Exercise material:
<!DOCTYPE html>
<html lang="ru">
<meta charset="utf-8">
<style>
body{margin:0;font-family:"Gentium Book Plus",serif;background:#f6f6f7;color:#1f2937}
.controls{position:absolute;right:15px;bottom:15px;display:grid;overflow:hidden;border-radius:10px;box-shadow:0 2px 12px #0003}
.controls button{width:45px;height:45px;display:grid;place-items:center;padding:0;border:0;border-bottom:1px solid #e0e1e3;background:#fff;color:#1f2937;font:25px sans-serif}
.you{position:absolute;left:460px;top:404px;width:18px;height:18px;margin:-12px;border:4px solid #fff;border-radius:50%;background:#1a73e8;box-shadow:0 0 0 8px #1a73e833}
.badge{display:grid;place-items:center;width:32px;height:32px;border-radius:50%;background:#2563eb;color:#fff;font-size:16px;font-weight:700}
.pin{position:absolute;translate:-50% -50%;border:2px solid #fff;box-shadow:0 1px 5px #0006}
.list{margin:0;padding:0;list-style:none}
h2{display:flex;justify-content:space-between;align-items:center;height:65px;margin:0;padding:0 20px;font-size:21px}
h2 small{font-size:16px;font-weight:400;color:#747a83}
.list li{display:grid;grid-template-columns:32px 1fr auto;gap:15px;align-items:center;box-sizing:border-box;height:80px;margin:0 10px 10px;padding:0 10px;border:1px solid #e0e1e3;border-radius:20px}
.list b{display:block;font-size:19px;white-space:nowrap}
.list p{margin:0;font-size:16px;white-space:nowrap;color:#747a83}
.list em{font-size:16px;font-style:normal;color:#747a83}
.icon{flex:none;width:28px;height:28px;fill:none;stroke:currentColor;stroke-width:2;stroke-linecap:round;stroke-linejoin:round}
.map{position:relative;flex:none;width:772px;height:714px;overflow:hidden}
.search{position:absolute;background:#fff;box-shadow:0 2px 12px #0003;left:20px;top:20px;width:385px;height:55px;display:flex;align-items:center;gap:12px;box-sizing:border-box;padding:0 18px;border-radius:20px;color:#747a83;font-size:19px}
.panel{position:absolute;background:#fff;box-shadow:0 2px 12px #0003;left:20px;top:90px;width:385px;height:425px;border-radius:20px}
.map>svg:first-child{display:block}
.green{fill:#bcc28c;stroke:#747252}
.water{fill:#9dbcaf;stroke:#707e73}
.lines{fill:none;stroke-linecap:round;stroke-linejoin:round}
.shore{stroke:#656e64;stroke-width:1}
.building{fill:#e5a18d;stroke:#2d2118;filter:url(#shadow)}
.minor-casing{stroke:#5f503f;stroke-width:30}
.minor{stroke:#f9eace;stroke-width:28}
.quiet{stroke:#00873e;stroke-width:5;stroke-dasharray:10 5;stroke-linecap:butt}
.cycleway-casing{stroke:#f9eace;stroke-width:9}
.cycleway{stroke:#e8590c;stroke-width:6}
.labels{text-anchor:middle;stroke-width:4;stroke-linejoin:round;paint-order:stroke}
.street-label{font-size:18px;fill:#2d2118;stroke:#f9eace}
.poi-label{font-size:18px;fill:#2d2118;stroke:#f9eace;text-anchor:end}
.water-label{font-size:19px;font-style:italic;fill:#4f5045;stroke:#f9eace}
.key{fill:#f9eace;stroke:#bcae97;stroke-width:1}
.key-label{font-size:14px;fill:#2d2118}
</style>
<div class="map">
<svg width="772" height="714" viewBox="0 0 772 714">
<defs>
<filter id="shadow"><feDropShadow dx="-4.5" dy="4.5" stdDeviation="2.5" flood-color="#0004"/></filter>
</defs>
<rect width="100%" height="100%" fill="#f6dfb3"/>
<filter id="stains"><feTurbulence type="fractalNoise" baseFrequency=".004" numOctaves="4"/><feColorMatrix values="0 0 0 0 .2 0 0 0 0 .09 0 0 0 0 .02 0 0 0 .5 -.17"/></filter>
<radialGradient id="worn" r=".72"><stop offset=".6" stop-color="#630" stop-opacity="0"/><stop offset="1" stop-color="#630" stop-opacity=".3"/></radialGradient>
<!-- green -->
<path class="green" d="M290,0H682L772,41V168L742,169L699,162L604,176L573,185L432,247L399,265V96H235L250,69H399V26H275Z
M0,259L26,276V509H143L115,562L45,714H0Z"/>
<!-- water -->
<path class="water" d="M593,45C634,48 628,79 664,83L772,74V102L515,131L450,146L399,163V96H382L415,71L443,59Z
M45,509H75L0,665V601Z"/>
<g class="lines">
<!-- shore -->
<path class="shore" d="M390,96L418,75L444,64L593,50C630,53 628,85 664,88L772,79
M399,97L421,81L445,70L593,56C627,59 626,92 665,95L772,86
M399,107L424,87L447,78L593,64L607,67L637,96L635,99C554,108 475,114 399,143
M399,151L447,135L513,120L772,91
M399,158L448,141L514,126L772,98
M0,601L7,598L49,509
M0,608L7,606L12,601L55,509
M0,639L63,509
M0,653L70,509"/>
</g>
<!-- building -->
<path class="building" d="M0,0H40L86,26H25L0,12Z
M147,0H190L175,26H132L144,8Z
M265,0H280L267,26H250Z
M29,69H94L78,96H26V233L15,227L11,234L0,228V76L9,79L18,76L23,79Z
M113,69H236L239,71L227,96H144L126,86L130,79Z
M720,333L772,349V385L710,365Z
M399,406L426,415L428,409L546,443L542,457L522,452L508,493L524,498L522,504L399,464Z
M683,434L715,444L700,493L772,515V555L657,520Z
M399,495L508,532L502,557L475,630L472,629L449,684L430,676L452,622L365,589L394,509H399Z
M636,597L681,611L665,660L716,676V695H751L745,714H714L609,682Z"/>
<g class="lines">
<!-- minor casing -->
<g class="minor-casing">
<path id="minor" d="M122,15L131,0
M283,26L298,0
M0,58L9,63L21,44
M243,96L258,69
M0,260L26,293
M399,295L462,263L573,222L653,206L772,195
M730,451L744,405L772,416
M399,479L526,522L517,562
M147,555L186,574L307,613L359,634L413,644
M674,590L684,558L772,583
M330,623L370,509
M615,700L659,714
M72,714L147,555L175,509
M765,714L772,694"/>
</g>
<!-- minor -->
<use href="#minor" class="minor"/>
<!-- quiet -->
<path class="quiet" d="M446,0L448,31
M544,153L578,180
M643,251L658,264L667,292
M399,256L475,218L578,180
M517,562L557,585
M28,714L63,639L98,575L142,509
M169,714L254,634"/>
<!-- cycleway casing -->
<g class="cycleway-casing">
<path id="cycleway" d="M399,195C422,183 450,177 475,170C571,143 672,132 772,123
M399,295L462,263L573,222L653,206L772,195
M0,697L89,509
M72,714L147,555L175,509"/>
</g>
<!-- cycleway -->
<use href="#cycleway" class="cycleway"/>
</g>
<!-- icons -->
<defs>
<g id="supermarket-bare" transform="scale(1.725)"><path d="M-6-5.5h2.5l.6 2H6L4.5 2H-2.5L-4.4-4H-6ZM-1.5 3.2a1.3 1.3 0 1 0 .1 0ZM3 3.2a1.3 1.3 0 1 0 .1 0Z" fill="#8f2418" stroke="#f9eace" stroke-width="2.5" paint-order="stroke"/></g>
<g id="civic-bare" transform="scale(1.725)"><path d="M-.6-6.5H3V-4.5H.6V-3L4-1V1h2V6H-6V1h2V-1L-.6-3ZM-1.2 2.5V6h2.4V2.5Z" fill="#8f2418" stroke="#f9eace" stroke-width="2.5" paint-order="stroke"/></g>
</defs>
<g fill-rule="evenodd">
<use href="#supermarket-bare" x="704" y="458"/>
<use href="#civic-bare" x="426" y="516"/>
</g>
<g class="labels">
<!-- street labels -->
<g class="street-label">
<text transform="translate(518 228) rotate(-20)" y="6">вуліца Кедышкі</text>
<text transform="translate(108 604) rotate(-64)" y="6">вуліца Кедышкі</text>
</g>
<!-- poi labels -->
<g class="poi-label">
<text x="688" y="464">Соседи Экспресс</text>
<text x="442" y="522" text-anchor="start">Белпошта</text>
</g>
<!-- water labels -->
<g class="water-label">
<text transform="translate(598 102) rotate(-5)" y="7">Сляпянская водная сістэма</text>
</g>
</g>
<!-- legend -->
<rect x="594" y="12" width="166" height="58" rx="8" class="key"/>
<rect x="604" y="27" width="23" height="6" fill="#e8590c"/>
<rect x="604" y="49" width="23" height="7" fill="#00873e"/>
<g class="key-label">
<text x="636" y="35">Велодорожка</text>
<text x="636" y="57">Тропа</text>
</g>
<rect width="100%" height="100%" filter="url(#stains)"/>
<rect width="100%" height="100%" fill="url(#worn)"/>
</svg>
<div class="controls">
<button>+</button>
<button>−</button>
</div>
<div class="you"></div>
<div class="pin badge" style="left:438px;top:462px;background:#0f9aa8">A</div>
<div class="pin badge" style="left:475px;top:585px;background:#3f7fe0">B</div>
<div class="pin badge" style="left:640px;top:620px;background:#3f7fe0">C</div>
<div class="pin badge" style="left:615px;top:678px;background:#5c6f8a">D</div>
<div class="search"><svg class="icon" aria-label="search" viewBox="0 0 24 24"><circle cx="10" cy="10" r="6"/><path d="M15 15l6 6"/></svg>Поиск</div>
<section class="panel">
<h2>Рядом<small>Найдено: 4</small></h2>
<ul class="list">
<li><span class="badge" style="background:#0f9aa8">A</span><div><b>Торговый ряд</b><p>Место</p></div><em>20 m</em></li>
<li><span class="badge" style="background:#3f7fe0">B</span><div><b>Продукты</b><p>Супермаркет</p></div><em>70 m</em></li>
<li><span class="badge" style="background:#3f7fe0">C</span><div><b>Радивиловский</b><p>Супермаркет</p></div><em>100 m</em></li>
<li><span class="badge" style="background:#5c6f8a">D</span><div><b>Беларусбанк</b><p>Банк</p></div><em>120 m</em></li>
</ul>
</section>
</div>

What is required:
Show every line of the listing that includes the word "white".

Response area:
.list b{display:block;font-size:19px;white-space:nowrap}
.list p{margin:0;font-size:16px;white-space:nowrap;color:#747a83}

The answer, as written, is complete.